Publié le 28 décembre 2023 20:04:00. Face aux destructions répétées de ses infrastructures énergétiques par les bombardements russes, l’Ukraine a sollicité les Pays-Bas pour l’acquisition de pièces détachées issues de la production gazière de Groningue, désormais à l’arrêt.
- L’entreprise énergétique ukrainienne Naftogaz a officiellement demandé aux Pays-Bas de lui fournir des composants provenant de l’ancienne exploitation gazière de Groningue.
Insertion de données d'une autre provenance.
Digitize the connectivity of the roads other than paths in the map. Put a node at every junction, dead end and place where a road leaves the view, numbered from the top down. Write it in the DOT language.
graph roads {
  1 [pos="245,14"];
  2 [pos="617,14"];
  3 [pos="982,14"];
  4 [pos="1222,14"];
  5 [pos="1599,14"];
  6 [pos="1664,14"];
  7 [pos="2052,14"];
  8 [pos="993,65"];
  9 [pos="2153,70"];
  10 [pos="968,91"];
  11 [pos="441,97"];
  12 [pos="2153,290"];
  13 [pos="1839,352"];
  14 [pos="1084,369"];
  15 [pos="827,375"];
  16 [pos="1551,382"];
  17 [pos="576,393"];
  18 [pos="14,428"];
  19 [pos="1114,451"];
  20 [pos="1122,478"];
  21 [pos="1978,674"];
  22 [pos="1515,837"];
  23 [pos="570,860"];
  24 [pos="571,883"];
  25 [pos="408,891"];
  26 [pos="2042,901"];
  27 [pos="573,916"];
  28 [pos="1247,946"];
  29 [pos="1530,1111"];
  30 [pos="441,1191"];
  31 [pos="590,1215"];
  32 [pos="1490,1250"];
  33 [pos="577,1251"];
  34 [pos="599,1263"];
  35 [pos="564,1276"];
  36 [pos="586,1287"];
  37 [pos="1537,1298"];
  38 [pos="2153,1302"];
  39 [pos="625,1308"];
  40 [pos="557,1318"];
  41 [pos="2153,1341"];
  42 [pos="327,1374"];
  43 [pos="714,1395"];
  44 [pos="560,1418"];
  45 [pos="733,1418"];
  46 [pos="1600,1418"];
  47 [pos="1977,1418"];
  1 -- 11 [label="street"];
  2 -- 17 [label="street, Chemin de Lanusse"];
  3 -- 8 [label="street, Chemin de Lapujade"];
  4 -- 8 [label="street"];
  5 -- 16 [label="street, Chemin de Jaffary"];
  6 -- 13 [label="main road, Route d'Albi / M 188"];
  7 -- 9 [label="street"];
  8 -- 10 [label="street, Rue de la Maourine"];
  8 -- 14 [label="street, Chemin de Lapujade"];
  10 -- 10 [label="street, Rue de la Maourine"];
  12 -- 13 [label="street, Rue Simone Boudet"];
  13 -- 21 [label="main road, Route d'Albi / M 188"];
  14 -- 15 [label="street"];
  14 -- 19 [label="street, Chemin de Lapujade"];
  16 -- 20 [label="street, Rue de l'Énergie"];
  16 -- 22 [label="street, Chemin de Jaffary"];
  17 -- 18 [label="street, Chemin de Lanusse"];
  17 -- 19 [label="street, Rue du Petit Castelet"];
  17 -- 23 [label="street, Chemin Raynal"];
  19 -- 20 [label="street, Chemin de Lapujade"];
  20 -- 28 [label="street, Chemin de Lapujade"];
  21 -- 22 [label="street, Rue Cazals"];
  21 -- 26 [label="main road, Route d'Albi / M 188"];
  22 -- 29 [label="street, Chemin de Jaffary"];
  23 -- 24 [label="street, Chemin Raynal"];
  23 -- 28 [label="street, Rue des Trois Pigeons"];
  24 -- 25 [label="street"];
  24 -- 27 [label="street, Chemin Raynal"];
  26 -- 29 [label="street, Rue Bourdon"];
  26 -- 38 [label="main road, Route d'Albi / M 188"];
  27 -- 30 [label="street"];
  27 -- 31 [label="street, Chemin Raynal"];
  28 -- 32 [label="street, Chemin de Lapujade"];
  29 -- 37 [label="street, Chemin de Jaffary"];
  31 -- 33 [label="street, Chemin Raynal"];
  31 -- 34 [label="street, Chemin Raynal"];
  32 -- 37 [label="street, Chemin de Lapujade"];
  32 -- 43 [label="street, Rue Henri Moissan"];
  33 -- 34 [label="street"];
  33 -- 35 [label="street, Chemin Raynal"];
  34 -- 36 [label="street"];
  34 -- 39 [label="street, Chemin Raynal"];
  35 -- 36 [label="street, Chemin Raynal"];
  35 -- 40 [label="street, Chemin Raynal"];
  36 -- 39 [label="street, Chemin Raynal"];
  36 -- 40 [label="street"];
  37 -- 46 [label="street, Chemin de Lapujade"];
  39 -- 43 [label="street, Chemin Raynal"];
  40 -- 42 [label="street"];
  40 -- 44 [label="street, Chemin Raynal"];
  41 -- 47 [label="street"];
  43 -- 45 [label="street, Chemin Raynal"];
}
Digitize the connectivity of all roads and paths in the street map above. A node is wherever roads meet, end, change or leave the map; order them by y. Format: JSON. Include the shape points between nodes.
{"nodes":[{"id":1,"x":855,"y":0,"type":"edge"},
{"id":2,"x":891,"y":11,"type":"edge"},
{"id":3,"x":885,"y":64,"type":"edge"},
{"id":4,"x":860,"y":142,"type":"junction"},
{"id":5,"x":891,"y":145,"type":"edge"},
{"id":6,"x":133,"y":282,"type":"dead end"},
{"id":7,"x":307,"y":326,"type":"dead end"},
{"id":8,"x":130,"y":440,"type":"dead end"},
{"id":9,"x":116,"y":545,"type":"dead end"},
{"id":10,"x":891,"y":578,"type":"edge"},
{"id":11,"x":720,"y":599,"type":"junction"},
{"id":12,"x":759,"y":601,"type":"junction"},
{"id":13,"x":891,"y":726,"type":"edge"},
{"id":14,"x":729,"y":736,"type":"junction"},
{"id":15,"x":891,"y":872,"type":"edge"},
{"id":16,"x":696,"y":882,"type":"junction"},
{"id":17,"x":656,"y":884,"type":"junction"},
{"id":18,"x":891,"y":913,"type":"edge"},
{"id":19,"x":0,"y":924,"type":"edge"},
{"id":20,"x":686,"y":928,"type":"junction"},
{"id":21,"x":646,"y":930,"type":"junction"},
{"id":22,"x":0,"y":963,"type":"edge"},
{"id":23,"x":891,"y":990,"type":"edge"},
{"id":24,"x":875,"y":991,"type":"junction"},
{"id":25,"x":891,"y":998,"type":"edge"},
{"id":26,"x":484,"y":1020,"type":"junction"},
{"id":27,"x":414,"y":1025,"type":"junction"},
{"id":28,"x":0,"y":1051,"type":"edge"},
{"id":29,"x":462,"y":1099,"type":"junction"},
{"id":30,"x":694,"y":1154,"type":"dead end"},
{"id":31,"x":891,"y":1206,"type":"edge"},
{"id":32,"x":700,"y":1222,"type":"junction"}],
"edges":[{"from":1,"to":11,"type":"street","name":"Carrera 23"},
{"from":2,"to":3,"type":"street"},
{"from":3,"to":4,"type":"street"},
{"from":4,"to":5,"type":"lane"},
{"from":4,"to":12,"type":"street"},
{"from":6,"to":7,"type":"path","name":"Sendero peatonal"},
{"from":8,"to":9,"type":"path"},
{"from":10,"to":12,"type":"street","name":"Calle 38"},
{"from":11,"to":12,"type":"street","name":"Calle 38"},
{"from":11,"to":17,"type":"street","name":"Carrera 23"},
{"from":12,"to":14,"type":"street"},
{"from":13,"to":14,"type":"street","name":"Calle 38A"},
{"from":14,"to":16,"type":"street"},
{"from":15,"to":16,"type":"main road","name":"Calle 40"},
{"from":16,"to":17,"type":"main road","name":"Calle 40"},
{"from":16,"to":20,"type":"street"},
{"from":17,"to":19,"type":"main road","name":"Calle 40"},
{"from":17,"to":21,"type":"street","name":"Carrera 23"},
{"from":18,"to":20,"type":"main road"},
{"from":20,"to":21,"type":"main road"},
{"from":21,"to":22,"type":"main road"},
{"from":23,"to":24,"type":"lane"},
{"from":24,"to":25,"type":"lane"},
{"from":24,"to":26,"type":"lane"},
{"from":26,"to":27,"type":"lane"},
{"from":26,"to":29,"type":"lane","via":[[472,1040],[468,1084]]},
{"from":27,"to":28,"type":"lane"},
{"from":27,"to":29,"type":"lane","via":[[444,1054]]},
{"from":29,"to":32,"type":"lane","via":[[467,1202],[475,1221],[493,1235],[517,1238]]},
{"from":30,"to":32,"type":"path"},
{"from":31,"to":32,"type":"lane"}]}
- Cette demande fait suite à une intensification des attaques russes ciblant le secteur gazier ukrainien, rendant la maintenance et la réparation des installations de plus en plus difficiles.
- Les Pays-Bas, via la Dutch Petroleum Company (NAM) et Shell, étudient favorablement cette requête, considérant la possibilité de réutiliser du matériel désaffecté.
L’Ukraine cherche à sécuriser son approvisionnement énergétique en plein hiver, alors que les bombardements russes sur ses infrastructures critiques se multiplient. Selon Serhi Koretsky, directeur de Naftogaz, la fabrication de nouvelles pièces prend un temps considérable. « C’est pourquoi nous nous tournons vers nos alliés pour leur demander de nous fournir des pièces anciennes que nous pouvons utiliser comme pièces de rechange ou pour construire de nouvelles installations », a-t-il expliqué.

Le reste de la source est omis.